BEGIN INPUT RECORDS

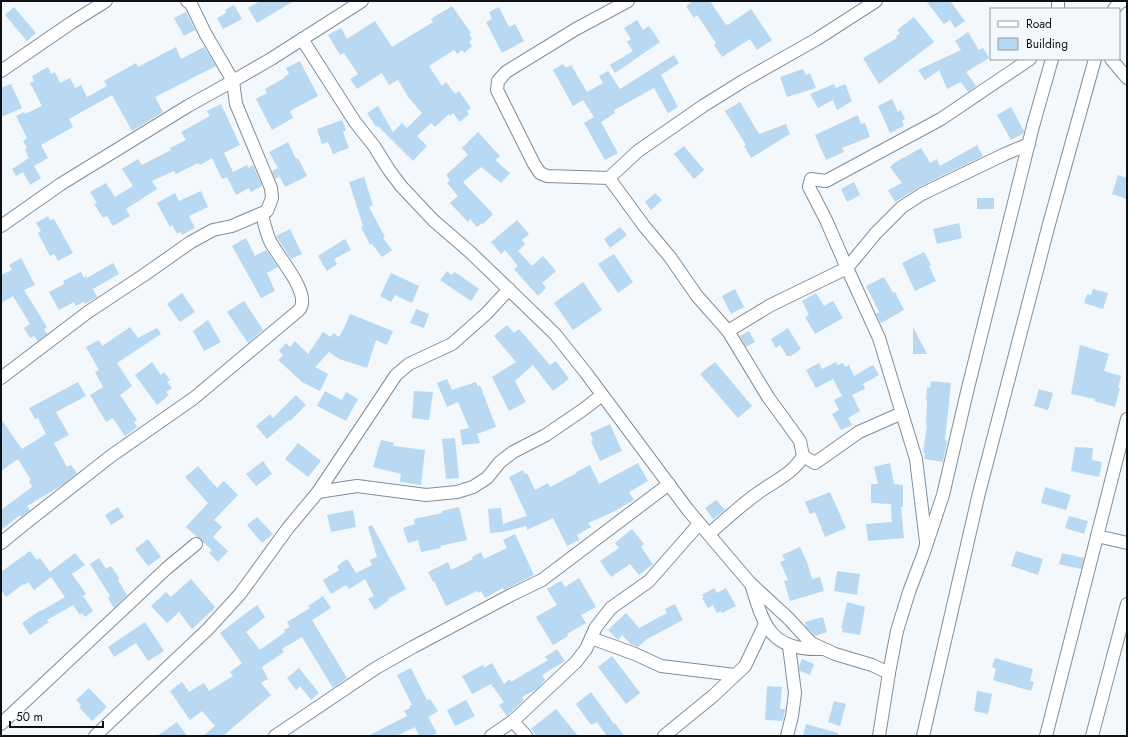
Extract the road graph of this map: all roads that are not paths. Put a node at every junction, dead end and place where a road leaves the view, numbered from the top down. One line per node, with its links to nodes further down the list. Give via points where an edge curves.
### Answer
1 (106, 1): 13 (street)
2 (187, 1): 15 (street)
3 (362, 1): 8 (street)
4 (628, 1): 17 (street, via 506,72 498,81 497,90 540,172 547,176)
5 (876, 1): 17 (street, via 703,106 638,151)
6 (1123, 1): 7 (street)
7 (1115, 8)
8 (302, 39): 15 (street); 21 (street, via 355,122 401,186 433,220)
9 (1029, 60): 20 (street, via 941,119 826,181 811,179 810,187)
10 (1052, 60): 16 (street)
11 (1095, 60): 54 (street, via 979,493)
12 (1112, 60): 14 (street)
13 (1, 71)
14 (1127, 78)
15 (233, 81): 18 (street, via 236,104 271,188 272,198 267,211); 19 (street, via 61,184)
16 (1029, 144): 20 (street, via 922,194 902,207 876,232); 36 (street, via 943,495)
17 (609, 178): 22 (street, via 697,296)
18 (262, 214): 23 (street, via 232,226 213,230 196,239 88,312); 33 (street, via 270,242 292,276 301,296 302,304 298,311 194,398 111,456)
19 (1, 226)
20 (847, 268): 22 (street, via 771,305); 25 (street, via 879,338)
21 (509, 289): 24 (street, via 555,334); 29 (street, via 488,313 452,344 409,364 396,375)
22 (728, 331): 27 (street, via 768,397 800,441)
23 (1, 378)
24 (602, 395): 28 (street); 29 (street, via 546,435 513,452 474,487 457,492 426,495 357,486)
25 (902, 413): 27 (street, via 859,432 815,463); 36 (street, via 916,459)
26 (1127, 419): 32 (street)
27 (803, 456): 31 (street, via 798,465 744,503)
28 (669, 484): 30 (street); 48 (street, via 542,580 376,668)
29 (318, 492): 47 (street, via 234,600 208,629)
30 (699, 524): 31 (street); 40 (street, via 649,580 611,608)
31 (709, 534): 37 (street)
32 (1097, 536): 34 (street); 55 (street)
33 (1, 543)
34 (1127, 543)
35 (196, 544): 46 (street, via 167,568)
36 (926, 546): 43 (street, via 897,631)
37 (750, 583): 39 (street); 42 (street, via 811,643)
38 (1127, 604): 56 (street)
39 (765, 624): 41 (street, via 776,637); 44 (street, via 745,666)
40 (590, 638): 44 (street, via 661,666); 45 (street, via 586,649 576,662)
41 (789, 646): 42 (street, via 805,650); 52 (street, via 795,693)
42 (822, 649): 43 (street)
43 (889, 673): 53 (street)
44 (735, 676): 51 (street)
45 (513, 721): 49 (street); 50 (street)
46 (1, 724)
47 (95, 736)
48 (275, 736)
49 (491, 736)
50 (526, 736)
51 (664, 736)
52 (787, 736)
53 (879, 736)
54 (923, 736)
55 (1046, 736)
56 (1092, 736)

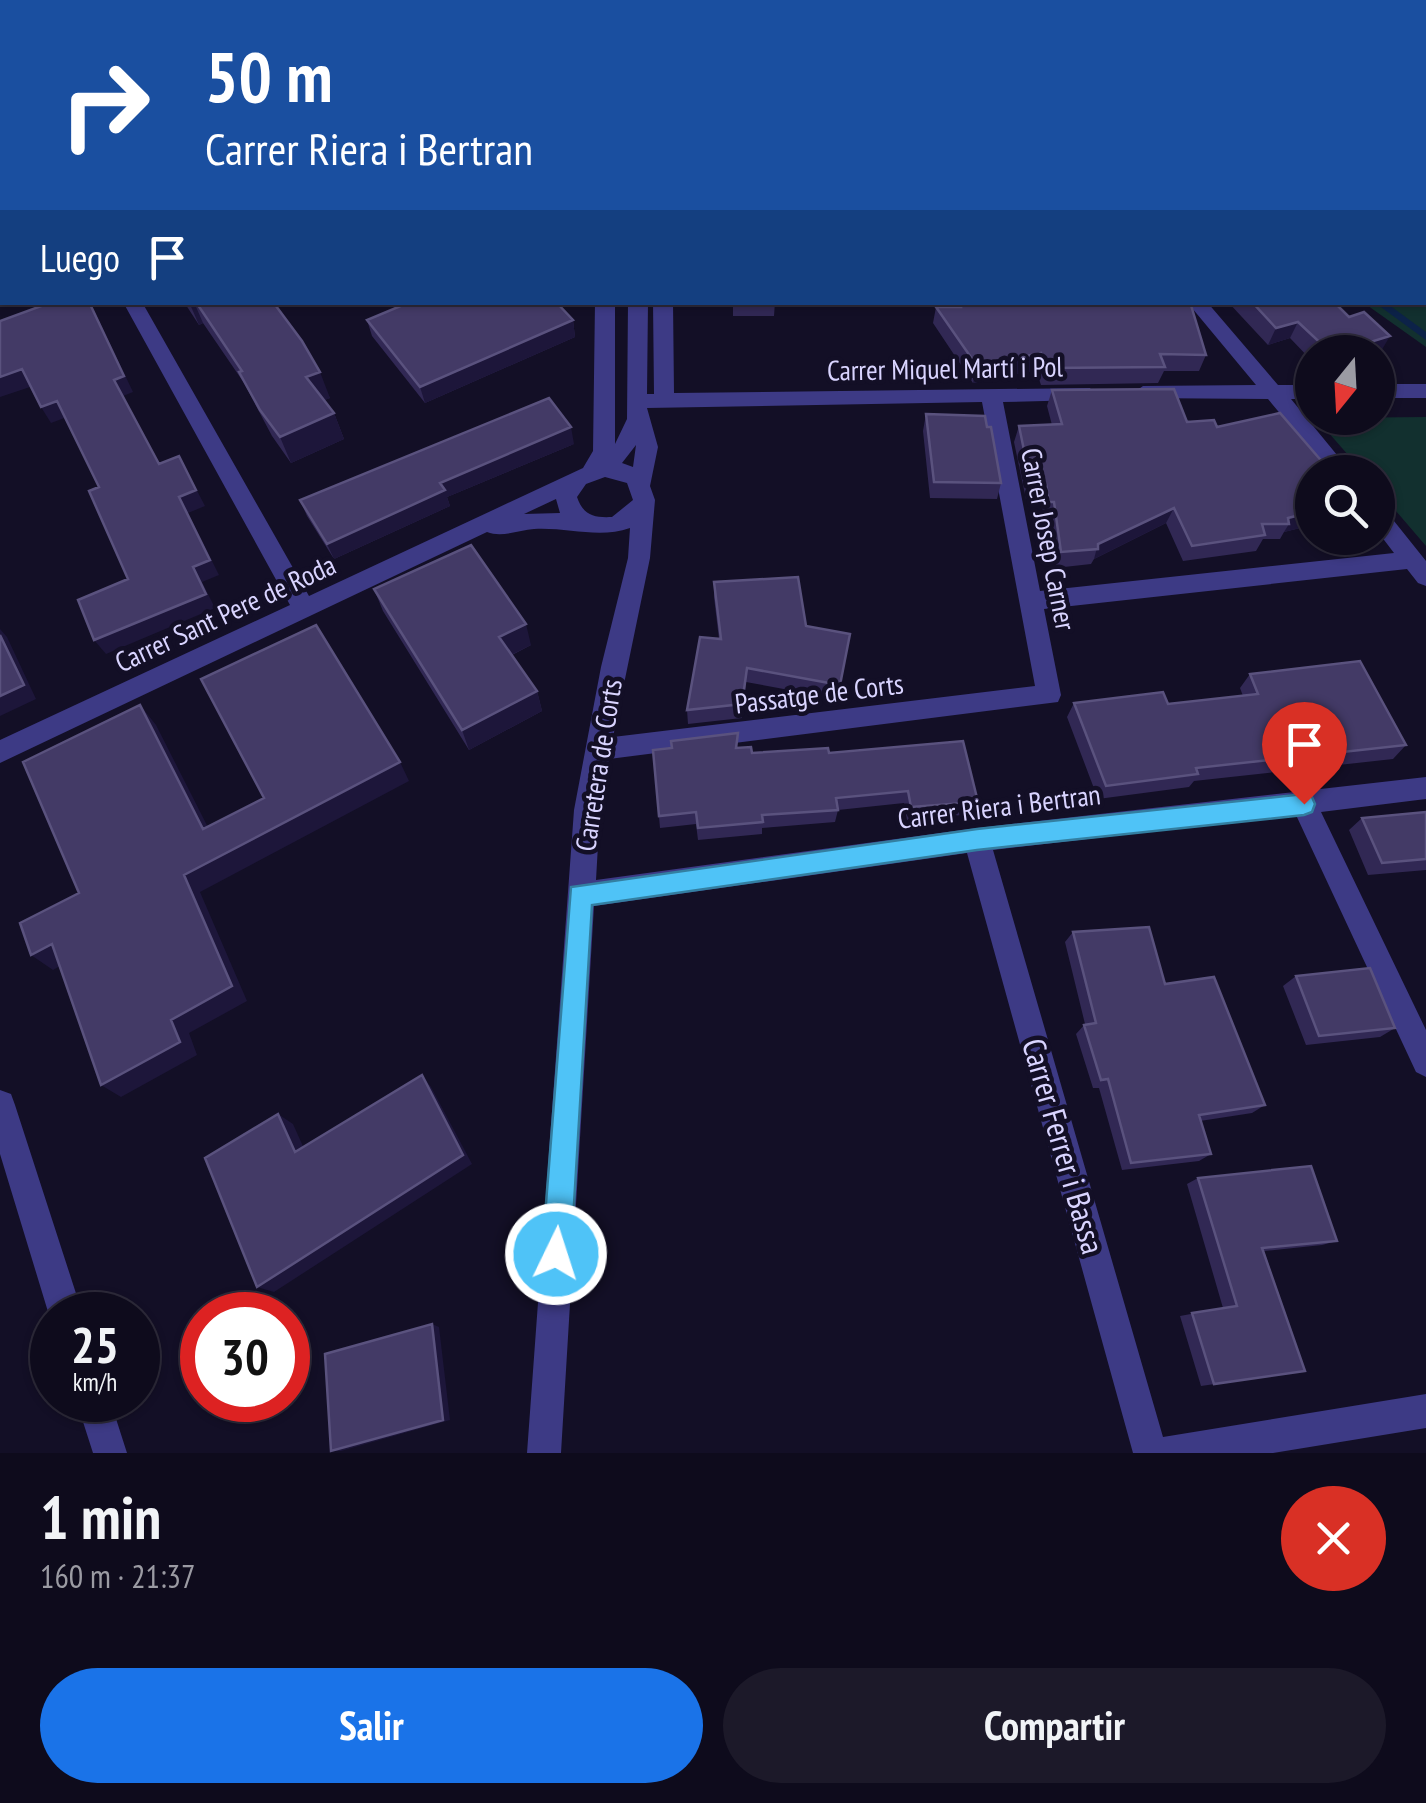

END INPUT RECORDS

ACTIVITY:
Without including any image, reproduce the full listing above as written.

EXERCISE RESULT:
Extract the road graph of this map: all roads that are not paths. Put a node at every junction, dead end and place where a road leaves the view, numbered from the top down. One line per node, with its links to nodes further down the list. Give via points where an edge curves.
### Answer
1 (106, 1): 13 (street)
2 (187, 1): 15 (street)
3 (362, 1): 8 (street)
4 (628, 1): 17 (street, via 506,72 498,81 497,90 540,172 547,176)
5 (876, 1): 17 (street, via 703,106 638,151)
6 (1123, 1): 7 (street)
7 (1115, 8)
8 (302, 39): 15 (street); 21 (street, via 355,122 401,186 433,220)
9 (1029, 60): 20 (street, via 941,119 826,181 811,179 810,187)
10 (1052, 60): 16 (street)
11 (1095, 60): 54 (street, via 979,493)
12 (1112, 60): 14 (street)
13 (1, 71)
14 (1127, 78)
15 (233, 81): 18 (street, via 236,104 271,188 272,198 267,211); 19 (street, via 61,184)
16 (1029, 144): 20 (street, via 922,194 902,207 876,232); 36 (street, via 943,495)
17 (609, 178): 22 (street, via 697,296)
18 (262, 214): 23 (street, via 232,226 213,230 196,239 88,312); 33 (street, via 270,242 292,276 301,296 302,304 298,311 194,398 111,456)
19 (1, 226)
20 (847, 268): 22 (street, via 771,305); 25 (street, via 879,338)
21 (509, 289): 24 (street, via 555,334); 29 (street, via 488,313 452,344 409,364 396,375)
22 (728, 331): 27 (street, via 768,397 800,441)
23 (1, 378)
24 (602, 395): 28 (street); 29 (street, via 546,435 513,452 474,487 457,492 426,495 357,486)
25 (902, 413): 27 (street, via 859,432 815,463); 36 (street, via 916,459)
26 (1127, 419): 32 (street)
27 (803, 456): 31 (street, via 798,465 744,503)
28 (669, 484): 30 (street); 48 (street, via 542,580 376,668)
29 (318, 492): 47 (street, via 234,600 208,629)
30 (699, 524): 31 (street); 40 (street, via 649,580 611,608)
31 (709, 534): 37 (street)
32 (1097, 536): 34 (street); 55 (street)
33 (1, 543)
34 (1127, 543)
35 (196, 544): 46 (street, via 167,568)
36 (926, 546): 43 (street, via 897,631)
37 (750, 583): 39 (street); 42 (street, via 811,643)
38 (1127, 604): 56 (street)
39 (765, 624): 41 (street, via 776,637); 44 (street, via 745,666)
40 (590, 638): 44 (street, via 661,666); 45 (street, via 586,649 576,662)
41 (789, 646): 42 (street, via 805,650); 52 (street, via 795,693)
42 (822, 649): 43 (street)
43 (889, 673): 53 (street)
44 (735, 676): 51 (street)
45 (513, 721): 49 (street); 50 (street)
46 (1, 724)
47 (95, 736)
48 (275, 736)
49 (491, 736)
50 (526, 736)
51 (664, 736)
52 (787, 736)
53 (879, 736)
54 (923, 736)
55 (1046, 736)
56 (1092, 736)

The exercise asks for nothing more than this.